Extracted records:
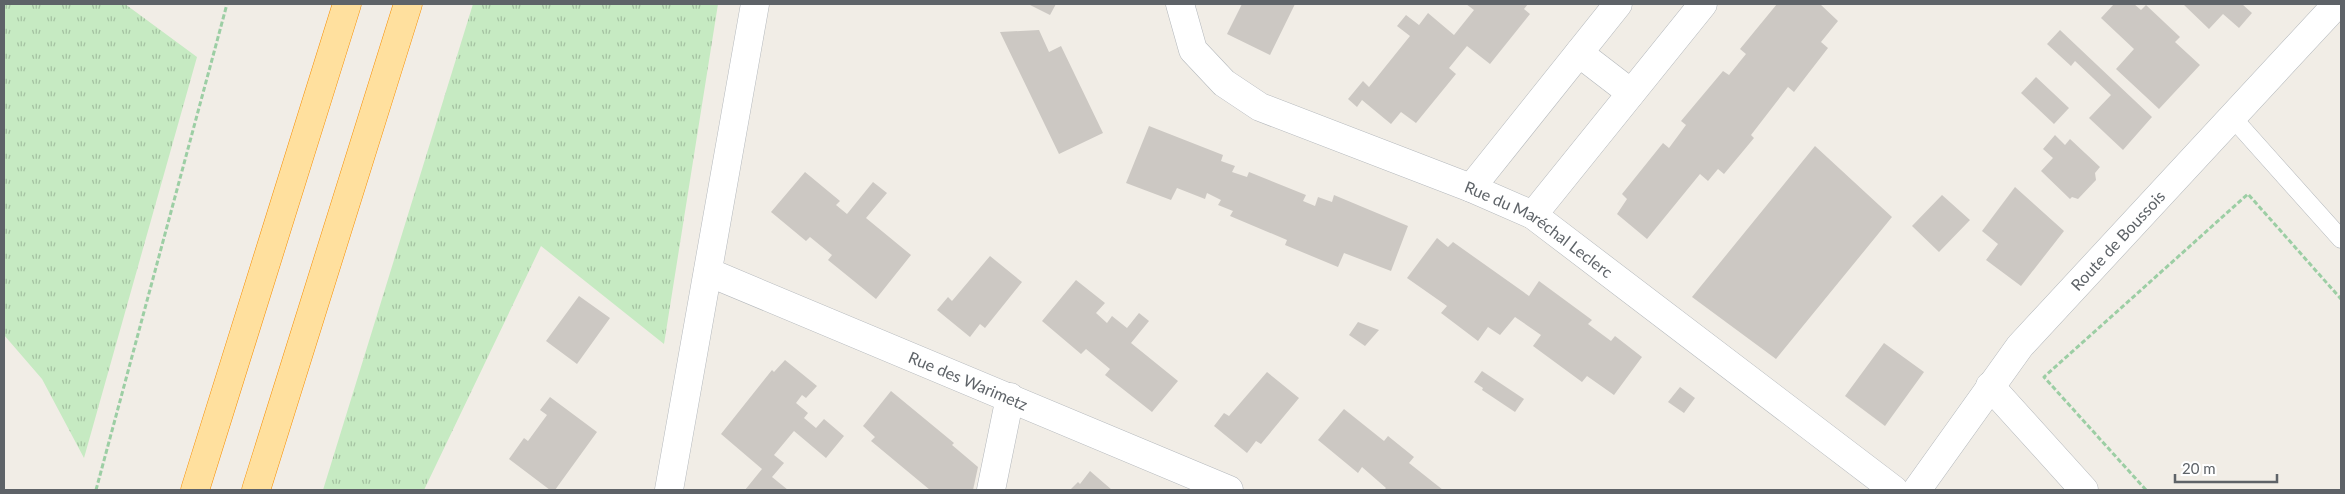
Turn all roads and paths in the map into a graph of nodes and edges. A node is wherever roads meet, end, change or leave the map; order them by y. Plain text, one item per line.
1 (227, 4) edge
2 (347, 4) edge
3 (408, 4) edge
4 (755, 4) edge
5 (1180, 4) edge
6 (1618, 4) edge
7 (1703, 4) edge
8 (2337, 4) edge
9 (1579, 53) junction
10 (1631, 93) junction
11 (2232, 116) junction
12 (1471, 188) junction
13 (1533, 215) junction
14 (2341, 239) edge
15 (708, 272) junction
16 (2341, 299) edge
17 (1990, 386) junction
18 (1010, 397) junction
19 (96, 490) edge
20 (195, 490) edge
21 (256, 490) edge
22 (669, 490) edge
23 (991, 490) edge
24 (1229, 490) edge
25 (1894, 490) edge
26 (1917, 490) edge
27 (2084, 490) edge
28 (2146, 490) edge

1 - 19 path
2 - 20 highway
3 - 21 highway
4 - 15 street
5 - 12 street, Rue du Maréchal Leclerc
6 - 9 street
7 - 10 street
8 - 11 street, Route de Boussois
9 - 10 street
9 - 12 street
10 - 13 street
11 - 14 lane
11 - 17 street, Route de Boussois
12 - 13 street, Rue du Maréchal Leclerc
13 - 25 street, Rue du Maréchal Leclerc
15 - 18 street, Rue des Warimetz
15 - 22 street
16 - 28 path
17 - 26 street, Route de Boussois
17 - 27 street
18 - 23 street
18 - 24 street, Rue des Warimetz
...
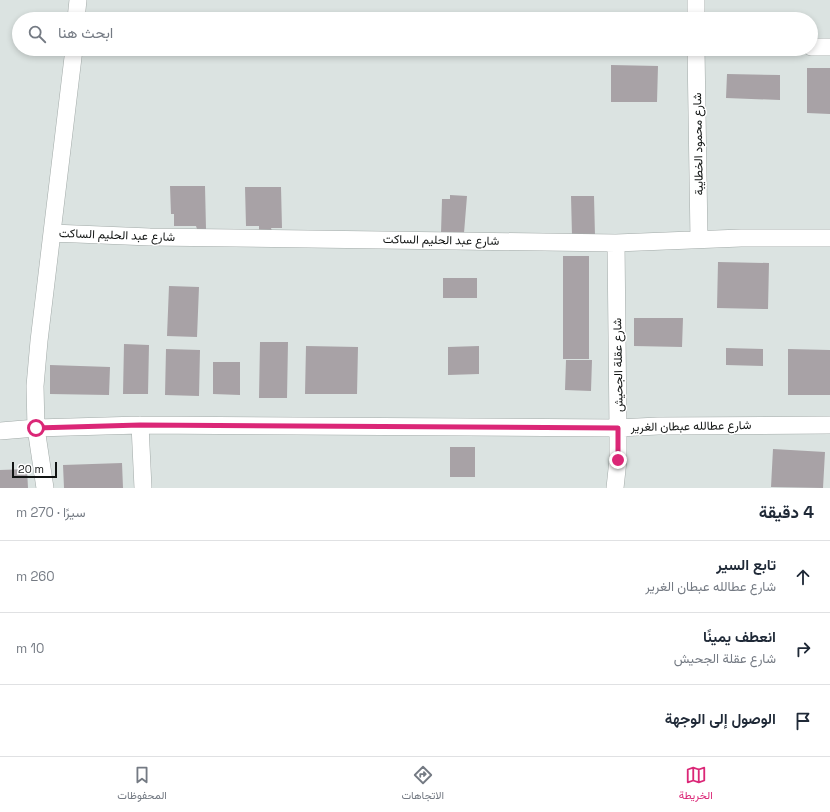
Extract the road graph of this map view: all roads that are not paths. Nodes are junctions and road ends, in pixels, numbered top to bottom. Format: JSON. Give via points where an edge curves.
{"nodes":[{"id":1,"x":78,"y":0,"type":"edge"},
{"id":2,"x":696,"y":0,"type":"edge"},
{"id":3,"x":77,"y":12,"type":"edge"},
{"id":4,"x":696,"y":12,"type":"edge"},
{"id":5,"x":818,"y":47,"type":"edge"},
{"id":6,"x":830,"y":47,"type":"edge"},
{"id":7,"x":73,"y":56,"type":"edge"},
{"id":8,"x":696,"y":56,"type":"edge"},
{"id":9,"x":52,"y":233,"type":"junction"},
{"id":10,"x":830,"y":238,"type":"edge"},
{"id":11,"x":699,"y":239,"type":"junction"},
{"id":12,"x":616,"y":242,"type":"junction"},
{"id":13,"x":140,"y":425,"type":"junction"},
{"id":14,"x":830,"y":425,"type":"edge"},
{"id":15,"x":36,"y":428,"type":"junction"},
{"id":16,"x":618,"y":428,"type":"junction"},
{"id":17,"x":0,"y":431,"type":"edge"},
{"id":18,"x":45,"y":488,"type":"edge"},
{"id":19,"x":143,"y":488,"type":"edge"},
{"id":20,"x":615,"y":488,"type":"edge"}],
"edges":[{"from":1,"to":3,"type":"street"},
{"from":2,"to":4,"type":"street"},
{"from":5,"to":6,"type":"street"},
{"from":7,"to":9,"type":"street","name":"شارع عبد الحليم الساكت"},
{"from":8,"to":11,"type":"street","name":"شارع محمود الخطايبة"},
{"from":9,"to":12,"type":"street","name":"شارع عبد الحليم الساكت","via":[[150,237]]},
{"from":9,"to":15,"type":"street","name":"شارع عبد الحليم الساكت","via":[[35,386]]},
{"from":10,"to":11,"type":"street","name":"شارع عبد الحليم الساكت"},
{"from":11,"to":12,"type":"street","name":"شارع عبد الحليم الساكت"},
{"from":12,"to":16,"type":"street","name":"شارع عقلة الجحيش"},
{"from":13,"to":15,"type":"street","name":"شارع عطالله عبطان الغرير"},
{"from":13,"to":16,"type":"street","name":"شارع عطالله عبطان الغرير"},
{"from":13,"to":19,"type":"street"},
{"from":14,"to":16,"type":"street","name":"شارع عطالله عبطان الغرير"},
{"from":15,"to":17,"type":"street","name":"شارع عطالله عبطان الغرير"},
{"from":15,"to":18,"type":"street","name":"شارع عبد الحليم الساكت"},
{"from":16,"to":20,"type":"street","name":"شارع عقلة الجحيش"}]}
* * *
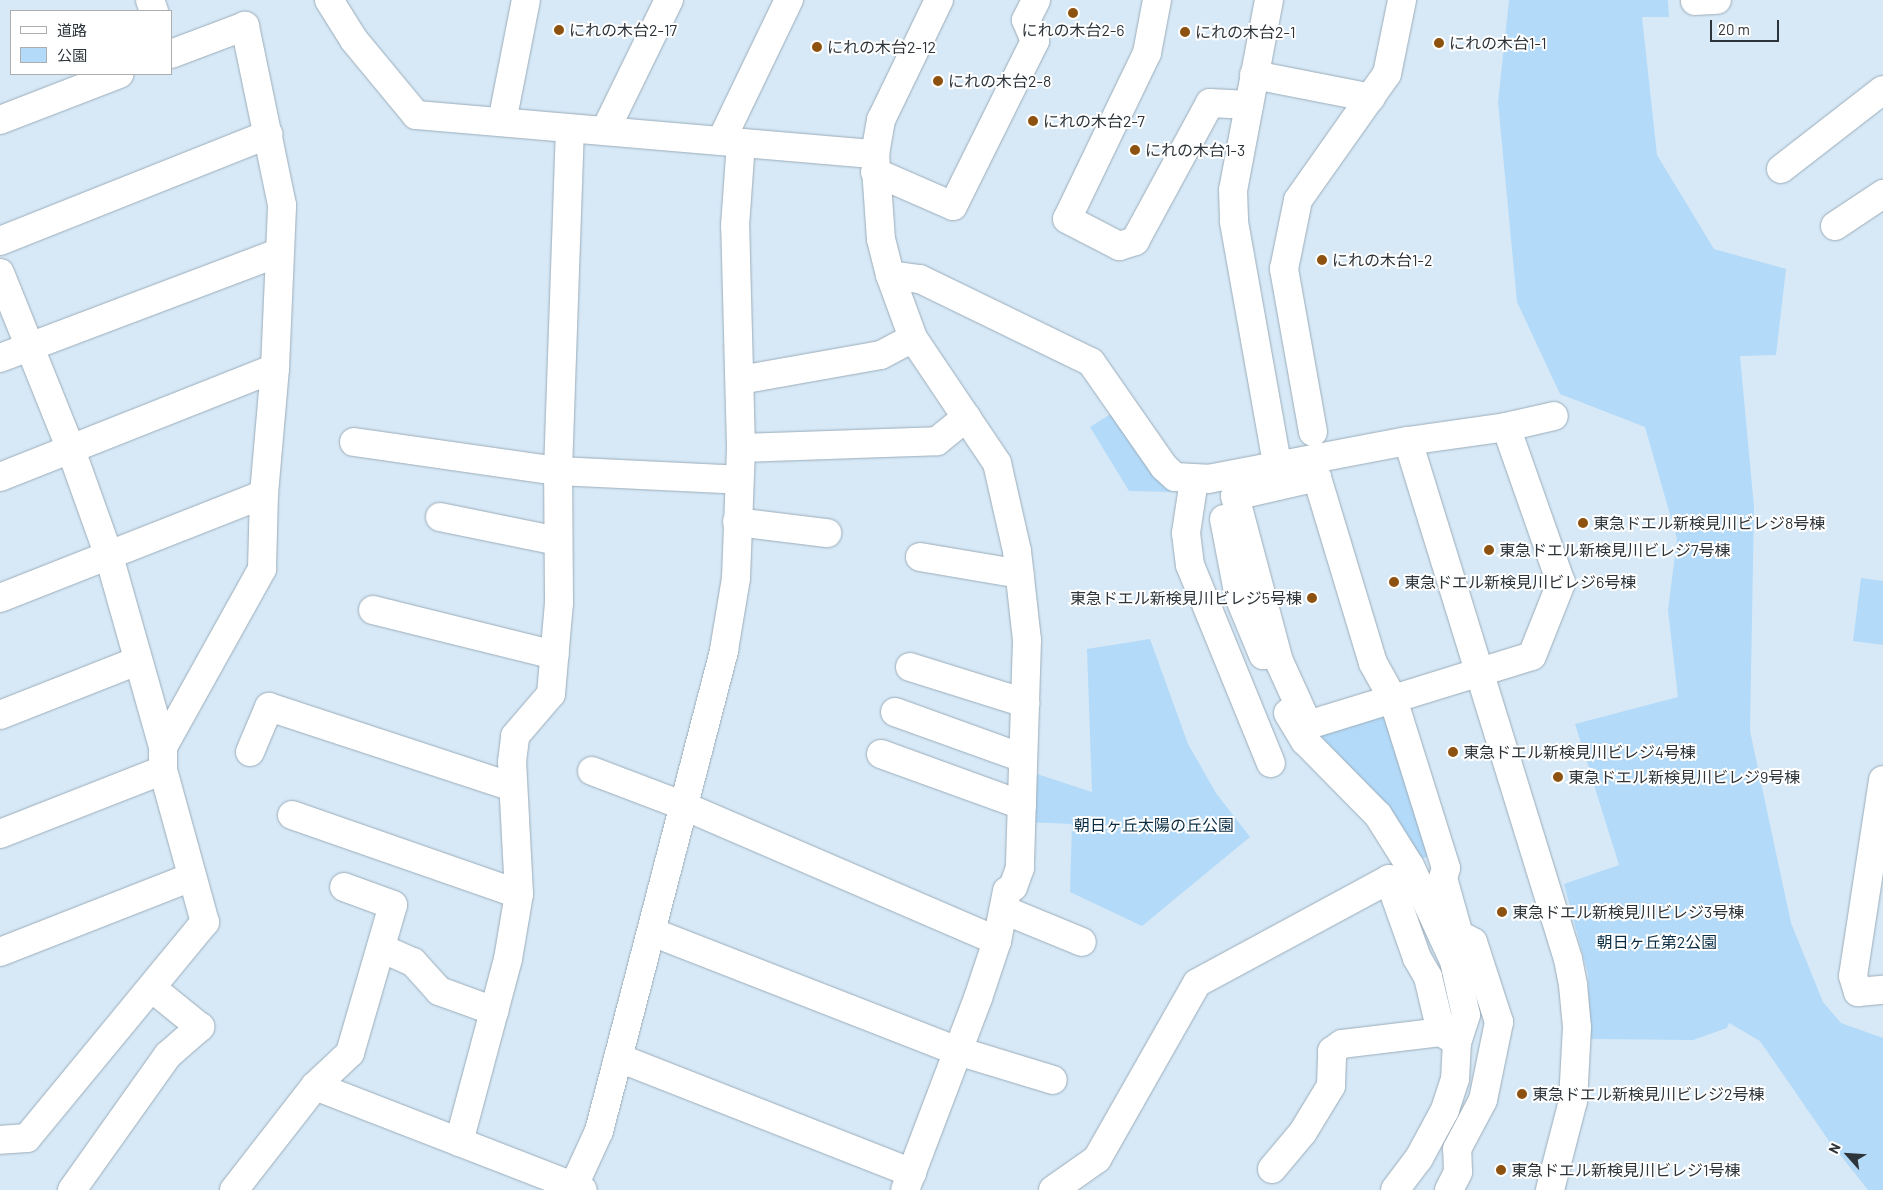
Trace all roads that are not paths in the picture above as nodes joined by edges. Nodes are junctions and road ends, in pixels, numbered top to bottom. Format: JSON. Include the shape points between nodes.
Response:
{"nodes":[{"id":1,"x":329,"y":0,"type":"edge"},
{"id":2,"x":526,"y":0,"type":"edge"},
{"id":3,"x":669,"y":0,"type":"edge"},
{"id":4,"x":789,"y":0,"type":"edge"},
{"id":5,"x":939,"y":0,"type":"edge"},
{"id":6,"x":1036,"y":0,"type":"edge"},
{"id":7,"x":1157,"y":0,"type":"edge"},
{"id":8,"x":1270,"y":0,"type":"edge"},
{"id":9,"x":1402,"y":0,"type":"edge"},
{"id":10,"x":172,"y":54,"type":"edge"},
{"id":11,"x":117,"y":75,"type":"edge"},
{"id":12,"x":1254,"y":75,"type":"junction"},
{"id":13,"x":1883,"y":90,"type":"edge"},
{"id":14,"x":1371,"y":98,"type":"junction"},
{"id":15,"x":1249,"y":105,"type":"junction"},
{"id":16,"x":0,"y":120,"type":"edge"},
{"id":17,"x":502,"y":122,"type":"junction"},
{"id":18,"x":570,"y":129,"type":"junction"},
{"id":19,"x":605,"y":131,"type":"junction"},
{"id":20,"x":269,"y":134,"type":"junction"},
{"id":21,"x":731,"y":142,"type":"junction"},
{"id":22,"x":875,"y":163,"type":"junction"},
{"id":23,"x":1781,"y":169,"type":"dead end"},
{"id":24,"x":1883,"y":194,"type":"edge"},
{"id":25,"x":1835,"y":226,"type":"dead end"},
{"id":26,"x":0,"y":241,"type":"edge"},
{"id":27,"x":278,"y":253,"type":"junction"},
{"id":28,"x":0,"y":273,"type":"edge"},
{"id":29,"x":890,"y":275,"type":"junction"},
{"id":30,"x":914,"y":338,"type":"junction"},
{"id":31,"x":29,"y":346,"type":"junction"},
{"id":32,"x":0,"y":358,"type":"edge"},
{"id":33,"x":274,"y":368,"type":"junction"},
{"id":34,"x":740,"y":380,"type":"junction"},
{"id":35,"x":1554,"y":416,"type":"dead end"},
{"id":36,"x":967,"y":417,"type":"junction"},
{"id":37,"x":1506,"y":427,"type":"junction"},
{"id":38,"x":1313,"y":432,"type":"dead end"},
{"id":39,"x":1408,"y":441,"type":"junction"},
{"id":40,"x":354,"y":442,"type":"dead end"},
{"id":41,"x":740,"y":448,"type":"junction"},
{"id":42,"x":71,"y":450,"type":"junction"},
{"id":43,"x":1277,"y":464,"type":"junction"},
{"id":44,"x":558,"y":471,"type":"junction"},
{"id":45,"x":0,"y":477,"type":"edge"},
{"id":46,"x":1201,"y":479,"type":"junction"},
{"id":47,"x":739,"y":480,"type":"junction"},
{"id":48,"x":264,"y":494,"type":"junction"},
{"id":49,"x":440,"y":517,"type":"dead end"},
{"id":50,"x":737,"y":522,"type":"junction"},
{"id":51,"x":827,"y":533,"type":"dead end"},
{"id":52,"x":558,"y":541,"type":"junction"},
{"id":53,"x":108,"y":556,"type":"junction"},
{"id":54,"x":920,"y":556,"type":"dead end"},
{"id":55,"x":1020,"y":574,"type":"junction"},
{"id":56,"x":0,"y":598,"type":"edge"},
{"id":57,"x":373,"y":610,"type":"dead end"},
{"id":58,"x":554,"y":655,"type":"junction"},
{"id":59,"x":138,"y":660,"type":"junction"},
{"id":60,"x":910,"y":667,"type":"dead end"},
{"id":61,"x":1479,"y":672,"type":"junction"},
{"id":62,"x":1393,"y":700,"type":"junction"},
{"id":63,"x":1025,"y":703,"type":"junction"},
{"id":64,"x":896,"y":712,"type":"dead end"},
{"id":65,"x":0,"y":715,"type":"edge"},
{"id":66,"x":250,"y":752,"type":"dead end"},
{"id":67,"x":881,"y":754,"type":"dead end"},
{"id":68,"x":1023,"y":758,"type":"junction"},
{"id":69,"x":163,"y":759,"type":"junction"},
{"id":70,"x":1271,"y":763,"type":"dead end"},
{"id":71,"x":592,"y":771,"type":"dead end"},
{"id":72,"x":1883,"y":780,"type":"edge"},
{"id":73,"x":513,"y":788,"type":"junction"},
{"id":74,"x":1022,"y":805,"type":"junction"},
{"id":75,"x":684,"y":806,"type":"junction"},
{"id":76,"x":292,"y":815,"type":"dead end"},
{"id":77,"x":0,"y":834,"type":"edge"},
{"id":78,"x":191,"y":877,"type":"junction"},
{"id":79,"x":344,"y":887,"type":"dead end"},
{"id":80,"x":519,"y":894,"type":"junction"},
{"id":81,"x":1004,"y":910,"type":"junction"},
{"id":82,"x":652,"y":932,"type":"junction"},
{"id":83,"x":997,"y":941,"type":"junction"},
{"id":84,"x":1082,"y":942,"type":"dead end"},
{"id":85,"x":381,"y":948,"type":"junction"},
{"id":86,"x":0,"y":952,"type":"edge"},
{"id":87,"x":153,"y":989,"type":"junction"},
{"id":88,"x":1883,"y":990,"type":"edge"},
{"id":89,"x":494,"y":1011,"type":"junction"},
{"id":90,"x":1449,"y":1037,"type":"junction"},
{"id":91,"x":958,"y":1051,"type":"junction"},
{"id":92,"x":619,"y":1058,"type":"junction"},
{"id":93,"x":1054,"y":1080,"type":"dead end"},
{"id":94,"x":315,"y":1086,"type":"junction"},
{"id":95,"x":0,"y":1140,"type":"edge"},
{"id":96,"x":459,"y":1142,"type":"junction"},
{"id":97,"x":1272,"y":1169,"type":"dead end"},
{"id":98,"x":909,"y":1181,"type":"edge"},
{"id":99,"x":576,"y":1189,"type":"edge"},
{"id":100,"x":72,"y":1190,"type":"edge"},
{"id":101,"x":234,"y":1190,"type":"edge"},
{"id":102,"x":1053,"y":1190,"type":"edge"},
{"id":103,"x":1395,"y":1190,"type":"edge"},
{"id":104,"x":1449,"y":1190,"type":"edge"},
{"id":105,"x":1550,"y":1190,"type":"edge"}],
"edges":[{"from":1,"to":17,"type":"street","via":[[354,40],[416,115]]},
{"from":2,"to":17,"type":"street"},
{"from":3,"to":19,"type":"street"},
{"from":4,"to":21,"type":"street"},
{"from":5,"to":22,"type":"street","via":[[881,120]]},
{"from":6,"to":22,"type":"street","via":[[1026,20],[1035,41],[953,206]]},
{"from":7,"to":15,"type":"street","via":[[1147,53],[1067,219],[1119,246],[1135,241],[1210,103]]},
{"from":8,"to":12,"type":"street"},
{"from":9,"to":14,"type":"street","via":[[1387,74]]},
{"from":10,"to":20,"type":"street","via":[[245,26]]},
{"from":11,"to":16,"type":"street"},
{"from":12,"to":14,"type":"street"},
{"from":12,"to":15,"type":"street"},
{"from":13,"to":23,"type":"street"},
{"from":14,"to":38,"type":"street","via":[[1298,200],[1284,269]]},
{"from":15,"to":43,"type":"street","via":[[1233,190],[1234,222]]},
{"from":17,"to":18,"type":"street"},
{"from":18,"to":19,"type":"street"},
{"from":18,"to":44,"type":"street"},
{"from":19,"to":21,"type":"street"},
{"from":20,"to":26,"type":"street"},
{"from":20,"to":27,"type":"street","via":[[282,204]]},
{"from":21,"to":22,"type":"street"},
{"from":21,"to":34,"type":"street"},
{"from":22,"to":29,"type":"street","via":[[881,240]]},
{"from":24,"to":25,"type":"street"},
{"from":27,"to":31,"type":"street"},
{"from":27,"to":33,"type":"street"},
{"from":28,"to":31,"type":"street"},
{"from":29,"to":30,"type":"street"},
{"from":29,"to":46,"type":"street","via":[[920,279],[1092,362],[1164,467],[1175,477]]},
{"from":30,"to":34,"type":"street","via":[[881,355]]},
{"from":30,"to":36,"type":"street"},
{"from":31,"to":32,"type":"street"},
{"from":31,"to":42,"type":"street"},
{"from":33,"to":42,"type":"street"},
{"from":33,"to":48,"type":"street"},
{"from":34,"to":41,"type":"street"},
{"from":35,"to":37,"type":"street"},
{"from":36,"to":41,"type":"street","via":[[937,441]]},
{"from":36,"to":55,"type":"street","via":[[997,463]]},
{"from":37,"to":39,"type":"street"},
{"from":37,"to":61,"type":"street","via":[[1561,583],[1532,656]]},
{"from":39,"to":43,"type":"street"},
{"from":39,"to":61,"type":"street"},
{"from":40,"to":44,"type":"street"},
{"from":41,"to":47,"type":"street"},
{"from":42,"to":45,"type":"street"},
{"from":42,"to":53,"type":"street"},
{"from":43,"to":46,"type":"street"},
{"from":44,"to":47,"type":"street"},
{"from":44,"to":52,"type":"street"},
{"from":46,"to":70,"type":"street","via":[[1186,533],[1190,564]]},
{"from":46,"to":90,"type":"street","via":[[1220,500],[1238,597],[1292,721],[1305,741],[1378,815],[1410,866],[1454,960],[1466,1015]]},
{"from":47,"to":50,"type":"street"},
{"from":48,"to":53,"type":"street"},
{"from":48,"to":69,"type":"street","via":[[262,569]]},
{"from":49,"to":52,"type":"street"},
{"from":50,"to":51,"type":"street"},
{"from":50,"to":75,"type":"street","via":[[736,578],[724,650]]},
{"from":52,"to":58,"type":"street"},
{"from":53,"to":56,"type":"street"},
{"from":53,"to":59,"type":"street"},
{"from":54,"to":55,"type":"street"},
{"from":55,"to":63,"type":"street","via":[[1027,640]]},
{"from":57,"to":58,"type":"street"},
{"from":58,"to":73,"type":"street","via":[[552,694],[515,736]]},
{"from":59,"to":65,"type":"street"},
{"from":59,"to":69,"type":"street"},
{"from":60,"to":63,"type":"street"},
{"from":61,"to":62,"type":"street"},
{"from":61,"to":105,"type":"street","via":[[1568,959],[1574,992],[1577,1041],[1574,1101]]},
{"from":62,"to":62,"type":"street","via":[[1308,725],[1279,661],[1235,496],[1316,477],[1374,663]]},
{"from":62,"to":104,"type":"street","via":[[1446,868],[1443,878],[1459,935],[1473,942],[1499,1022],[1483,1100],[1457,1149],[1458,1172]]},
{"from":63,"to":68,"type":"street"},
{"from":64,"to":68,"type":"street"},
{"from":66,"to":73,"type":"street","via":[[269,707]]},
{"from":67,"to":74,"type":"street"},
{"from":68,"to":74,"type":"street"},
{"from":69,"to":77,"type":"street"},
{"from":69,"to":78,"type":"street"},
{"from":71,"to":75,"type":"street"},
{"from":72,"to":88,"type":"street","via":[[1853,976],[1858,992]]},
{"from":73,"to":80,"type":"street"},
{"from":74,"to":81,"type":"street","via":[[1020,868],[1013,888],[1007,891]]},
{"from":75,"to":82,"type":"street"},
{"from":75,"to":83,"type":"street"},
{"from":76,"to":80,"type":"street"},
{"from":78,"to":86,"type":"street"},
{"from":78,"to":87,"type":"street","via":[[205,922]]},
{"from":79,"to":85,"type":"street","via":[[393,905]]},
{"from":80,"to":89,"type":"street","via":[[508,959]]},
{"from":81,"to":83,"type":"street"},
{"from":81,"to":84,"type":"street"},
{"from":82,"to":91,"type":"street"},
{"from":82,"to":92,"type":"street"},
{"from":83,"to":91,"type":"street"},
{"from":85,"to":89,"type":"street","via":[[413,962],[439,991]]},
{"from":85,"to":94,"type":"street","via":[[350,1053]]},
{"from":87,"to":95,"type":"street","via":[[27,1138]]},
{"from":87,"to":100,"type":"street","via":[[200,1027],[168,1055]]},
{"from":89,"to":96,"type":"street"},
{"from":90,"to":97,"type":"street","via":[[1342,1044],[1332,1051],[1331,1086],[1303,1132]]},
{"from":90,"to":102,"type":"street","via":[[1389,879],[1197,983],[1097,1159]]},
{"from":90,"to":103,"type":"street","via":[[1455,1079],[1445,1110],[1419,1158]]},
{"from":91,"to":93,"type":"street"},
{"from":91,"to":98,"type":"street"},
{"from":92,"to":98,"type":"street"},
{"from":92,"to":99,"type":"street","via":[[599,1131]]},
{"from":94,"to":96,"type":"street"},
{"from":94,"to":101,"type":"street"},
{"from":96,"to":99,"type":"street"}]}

The problem:
Wherever the string "points" appears in the entries above, list that line.

Expected output:
Extract the road graph of this map view: all roads that are not paths. Nodes are junctions and road ends, in pixels, numbered top to bottom. Format: JSON. Give via points where an edge curves.
Trace all roads that are not paths in the picture above as nodes joined by edges. Nodes are junctions and road ends, in pixels, numbered top to bottom. Format: JSON. Include the shape points between nodes.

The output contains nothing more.